Because we believe (as we do) that children, in their normalized state are attentive, are engaged, are focused, are peaceful and so we believe (as we do) that if we can make them behave as though they are attentive, engaged, focused and peaceful, they’ll get there more quickly.
Montessori warns us, in this chapter, of how wrong that presumption is. Children need purposeful work, driven by their own inner guide, and the time to discover and connect that guide to that work. We cannot speed along the emergence of the normalized child by taking away from them the motives that allow that normalization. We cannot force a child to work or force them to be still or force them to concentrate. We can only create the conditions within which that work might happen, that stillness might emerge, and that concentration may develop. The connection, Montessori reminds us, comes from the child.
With simplicity and uniqueness. Each child will demonstrate their own contribution, through work discovered joyfully by the child. We don’t have to force it. Indeed, we can’t.
'It is certainly beautiful to see the child learn with the material. However, what happens to the child, what happens within the child, is not for us to know. This is the secret of the child' (Montessori, Creative Development in the Child. Madras: Kalakshetra Press,1998, p.73)
So what in the world are we to do with the child who won’t choose work? With the one who uses the broad stair as a train? With the one who can’t leave their sibling’s side?
Montessori tells us clearly. Unless the child is in risk of bodily harm or damaging the materials, we follow the child.
We follow the child’s spirit.
We follow the child’s pace.
We follow the child’s inner guide.
We offer an environment prepared with purposeful activities, with interesting motives and materials to entice the child. We prepare the spaces carefully for the child’s discovery, offering lessons we suspect will enchant, and observing to see whether our best guess was right. And if it’s not, if the child walks away from a lesson we thought they’d find motivating, we don’t force them to return to work with it anyway. Instead, we have one more detail to help us understand how better to prepare the environment in the future. It’s all our best guess.
We are called to be scientists, to be servants, to be saints.

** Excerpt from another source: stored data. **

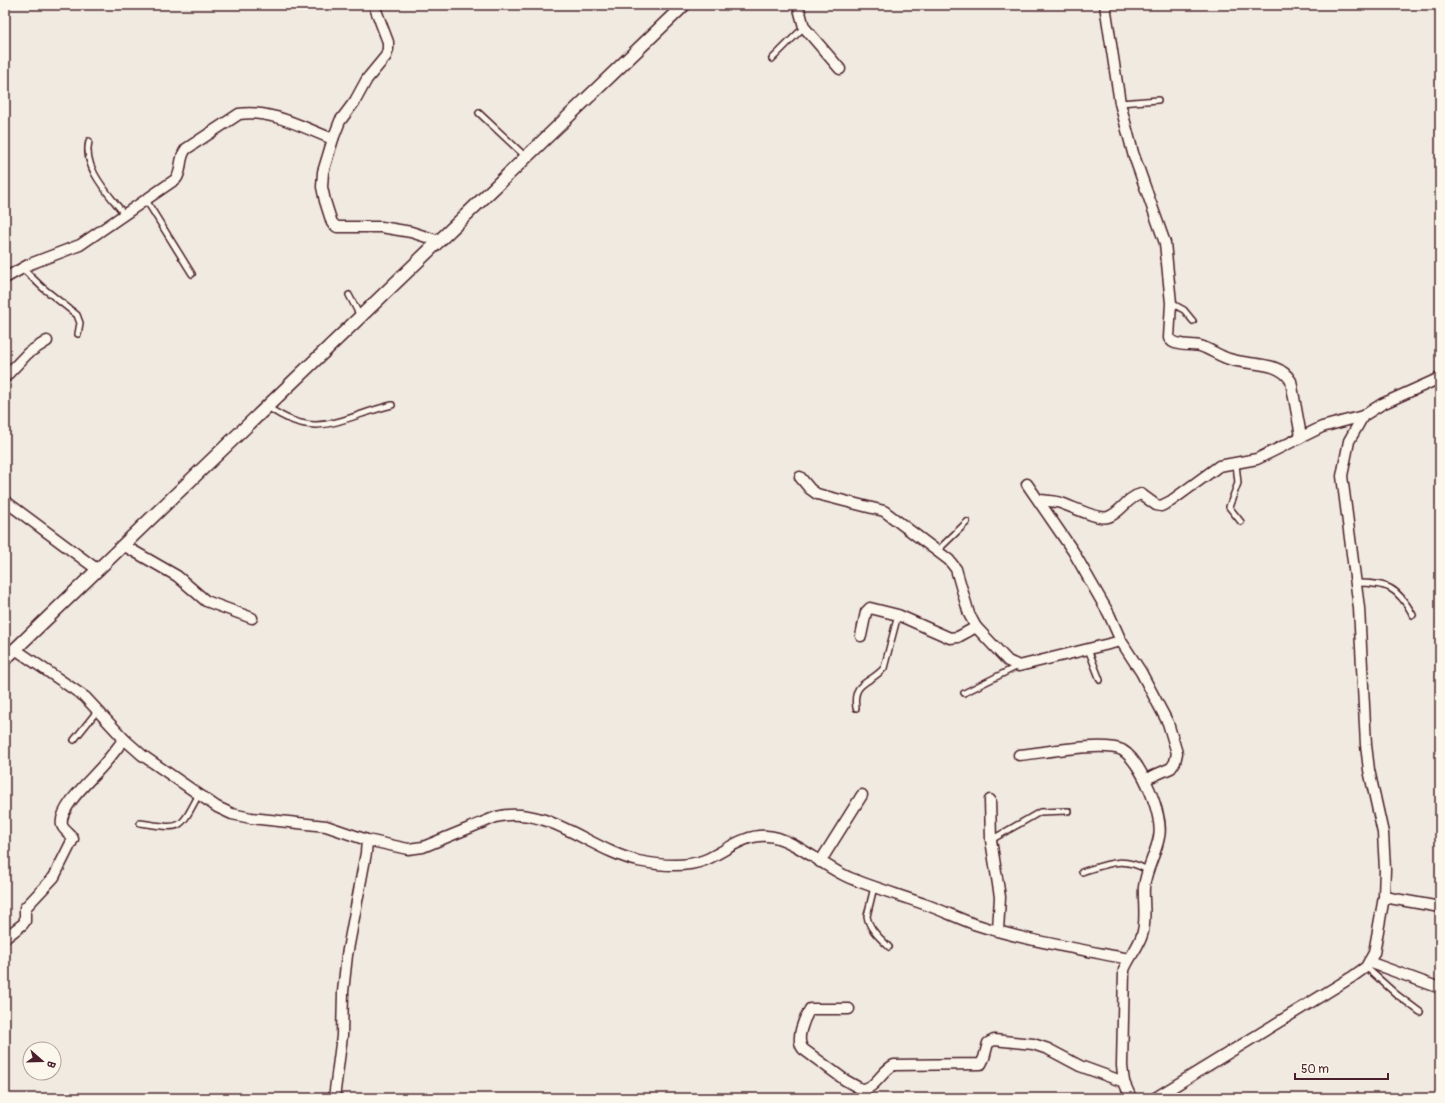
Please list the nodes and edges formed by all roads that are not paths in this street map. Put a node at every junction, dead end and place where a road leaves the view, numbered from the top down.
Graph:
1 (374, 5) edge
2 (684, 5) edge
3 (798, 5) edge
4 (1105, 5) edge
5 (804, 27) junction
6 (772, 59) dead end
7 (840, 68) dead end
8 (1158, 100) dead end
9 (1120, 103) junction
10 (479, 113) dead end
11 (333, 139) junction
12 (89, 141) dead end
13 (526, 157) junction
14 (146, 200) junction
15 (124, 214) junction
16 (439, 241) junction
17 (22, 268) junction
18 (192, 274) dead end
19 (5, 278) edge
20 (349, 295) dead end
21 (1172, 303) junction
22 (360, 317) junction
23 (1193, 321) dead end
24 (78, 334) dead end
25 (47, 341) dead end
26 (5, 377) edge
27 (1440, 378) edge
28 (392, 405) dead end
29 (267, 407) junction
30 (1363, 416) junction
31 (1301, 436) junction
32 (1236, 464) junction
33 (800, 477) dead end
34 (1027, 484) dead end
35 (1040, 500) junction
36 (5, 501) edge
37 (967, 522) dead end
38 (1241, 522) dead end
39 (123, 545) junction
40 (937, 551) junction
41 (98, 570) junction
42 (1355, 583) junction
43 (898, 615) junction
44 (1413, 615) dead end
45 (252, 618) dead end
46 (976, 627) junction
47 (861, 636) dead end
48 (1121, 641) junction
49 (15, 649) junction
50 (1088, 649) junction
51 (5, 659) edge
52 (1019, 666) junction
53 (1100, 680) dead end
54 (964, 693) dead end
55 (856, 708) dead end
56 (98, 709) junction
57 (124, 739) junction
58 (74, 740) dead end
59 (1019, 755) dead end
60 (1146, 779) junction
61 (199, 794) junction
62 (862, 795) dead end
63 (990, 800) dead end
64 (1068, 811) dead end
65 (140, 823) dead end
66 (367, 840) junction
67 (991, 840) junction
68 (820, 862) junction
69 (1147, 870) junction
70 (1082, 872) dead end
71 (874, 887) junction
72 (1384, 897) junction
73 (1440, 908) edge
74 (998, 930) junction
75 (5, 938) edge
76 (889, 947) dead end
77 (1129, 959) junction
78 (1368, 965) junction
79 (1440, 988) edge
80 (849, 1009) dead end
81 (1420, 1012) dead end
82 (1124, 1082) junction
83 (868, 1093) edge
84 (334, 1098) edge
85 (1131, 1098) edge
86 (1155, 1098) edge

1 - 11 street
2 - 13 street
3 - 5 street
4 - 9 street
5 - 6 lane
5 - 7 street
8 - 9 lane
9 - 21 street
10 - 13 lane
11 - 14 street
11 - 16 street
12 - 15 lane
13 - 16 street
14 - 15 street
14 - 18 lane
15 - 17 street
16 - 22 street
17 - 19 street
17 - 24 lane
20 - 22 lane
21 - 23 lane
21 - 31 street
22 - 29 street
25 - 26 street
27 - 30 street
28 - 29 lane
29 - 39 street
30 - 31 street
30 - 42 street
31 - 32 street
32 - 35 street
32 - 38 lane
33 - 40 street
34 - 35 street
35 - 48 street
36 - 41 street
37 - 40 lane
39 - 41 street
39 - 45 street
40 - 46 street
41 - 49 street
42 - 44 lane
42 - 72 street
43 - 46 street
43 - 47 street
43 - 55 lane
46 - 52 street
48 - 50 street
48 - 60 street
49 - 51 street
49 - 56 street
50 - 52 street
50 - 53 lane
52 - 54 lane
56 - 57 street
56 - 58 lane
57 - 61 street
57 - 75 street
59 - 60 street
60 - 69 street
61 - 65 lane
61 - 66 street
62 - 68 street
63 - 67 street
64 - 67 lane
66 - 68 street
66 - 84 street
67 - 74 street
68 - 71 street
69 - 70 lane
69 - 77 street
71 - 74 street
71 - 76 lane
72 - 73 street
72 - 78 street
74 - 77 street
77 - 82 street
78 - 79 street
78 - 81 lane
78 - 86 street
80 - 83 street
82 - 83 street
82 - 85 street

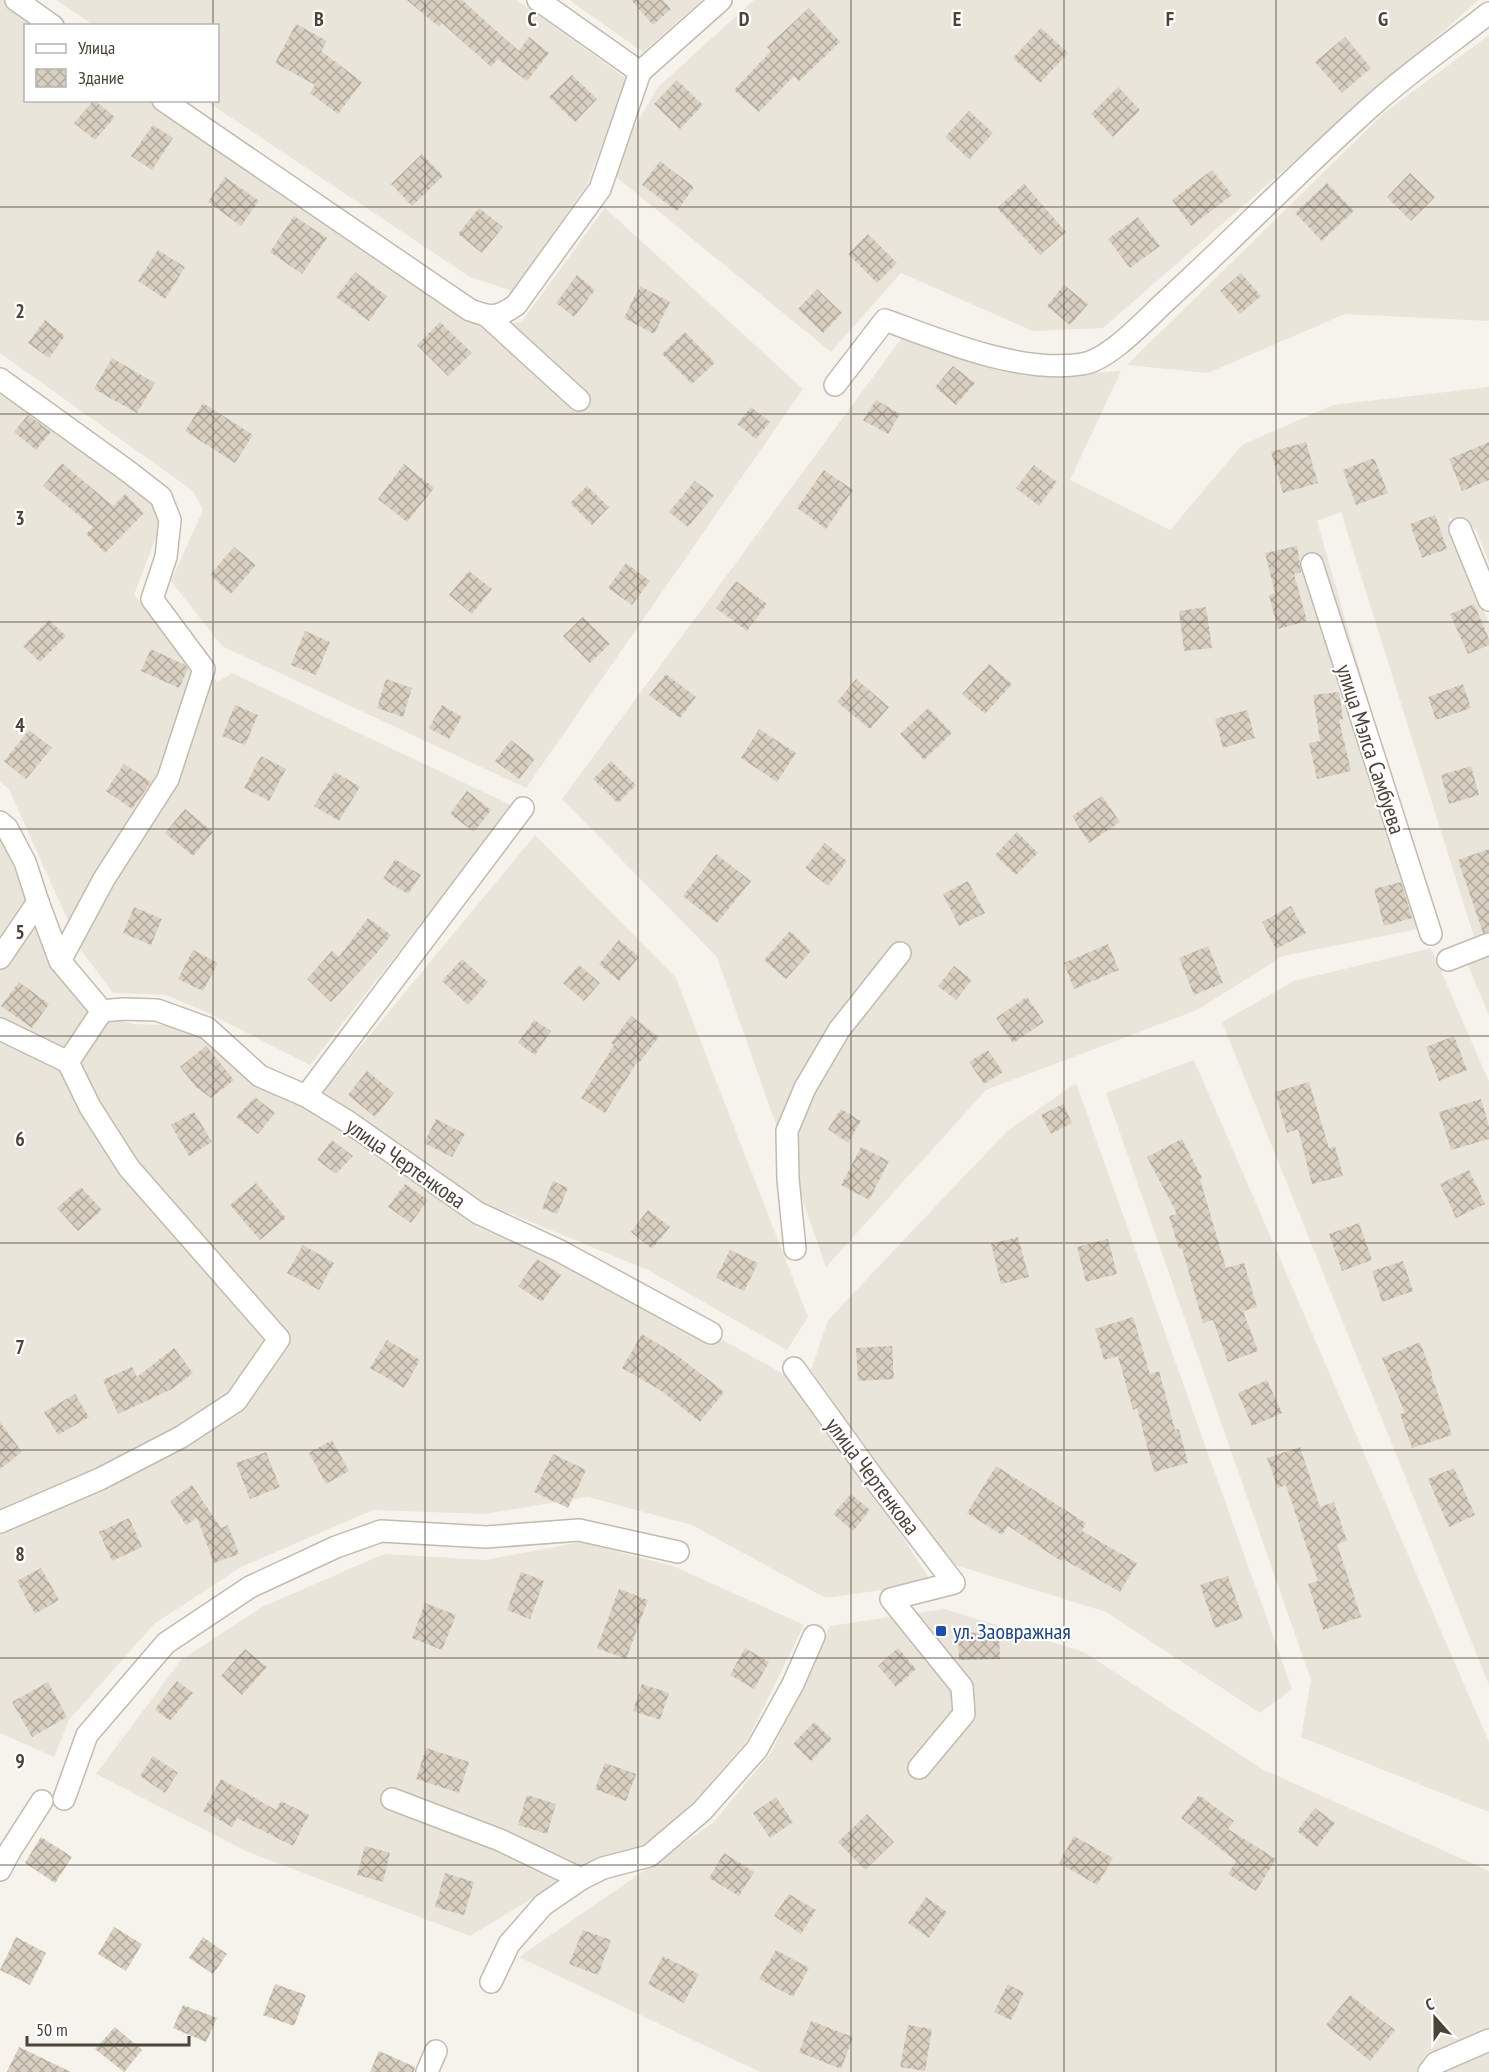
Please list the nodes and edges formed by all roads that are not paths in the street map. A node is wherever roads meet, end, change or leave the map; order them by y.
1 (16, 0) edge
2 (538, 0) edge
3 (721, 0) edge
4 (1489, 13) edge
5 (50, 24) edge
6 (640, 72) junction
7 (166, 102) edge
8 (487, 316) junction
9 (0, 380) edge
10 (835, 385) dead end
11 (579, 400) dead end
12 (1460, 529) dead end
13 (1312, 564) dead end
14 (1489, 600) edge
15 (523, 808) dead end
16 (0, 822) edge
17 (38, 902) junction
18 (1431, 934) dead end
19 (1489, 944) edge
20 (900, 953) dead end
21 (0, 958) edge
22 (1448, 960) dead end
23 (60, 961) junction
24 (102, 1011) junction
25 (0, 1029) edge
26 (68, 1062) junction
27 (306, 1096) junction
28 (795, 1249) dead end
29 (711, 1333) dead end
30 (794, 1368) dead end
31 (0, 1522) edge
32 (678, 1552) dead end
33 (814, 1636) dead end
34 (919, 1768) dead end
35 (64, 1799) dead end
36 (393, 1799) dead end
37 (42, 1801) dead end
38 (0, 1870) edge
39 (581, 1880) junction
40 (491, 1982) dead end
41 (1489, 2040) edge
42 (436, 2051) dead end
43 (427, 2072) edge
44 (1429, 2072) edge

1 - 5 street
2 - 6 street
3 - 6 street
4 - 10 street
6 - 8 street
7 - 8 street
8 - 11 street
9 - 23 street
12 - 14 street
13 - 18 street, улица Мэлса Самбуева
15 - 27 street
16 - 17 street
17 - 21 street
17 - 23 street
19 - 22 street
20 - 28 street
23 - 24 street
24 - 26 street
24 - 27 street, улица Чертенкова
25 - 26 street
26 - 31 street
27 - 29 street, улица Чертенкова
30 - 34 street, улица Чертенкова
32 - 35 street
33 - 39 street
36 - 39 street
37 - 38 street
39 - 40 street
41 - 44 street
42 - 43 street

Montessori never called us to be supervisors or strict disciplinarians. Children need purposeful work, driven by their own inner guide, and the time to discover and connect that guide to that work. Even when it takes a long time. Even when we really want them to get busy today. Even when we’ve offered a perfect lesson. It’s the child who connects their inner guide to the purposeful work. We cannot do it for them by force, even by gentle force that looks like guidance, even by gentle force that looks like guidance and uses Montessori’s own words. We can only prepare the environment, and prepare ourselves to be a part of it, interesting, available, responsive, ready for the child’s self-construction. We cannot construct the child by force. We don't "choose" for the child anymore than we carry them when when know they want to walk. We are witness and companion, walking alongside child until they are ready to run ahead.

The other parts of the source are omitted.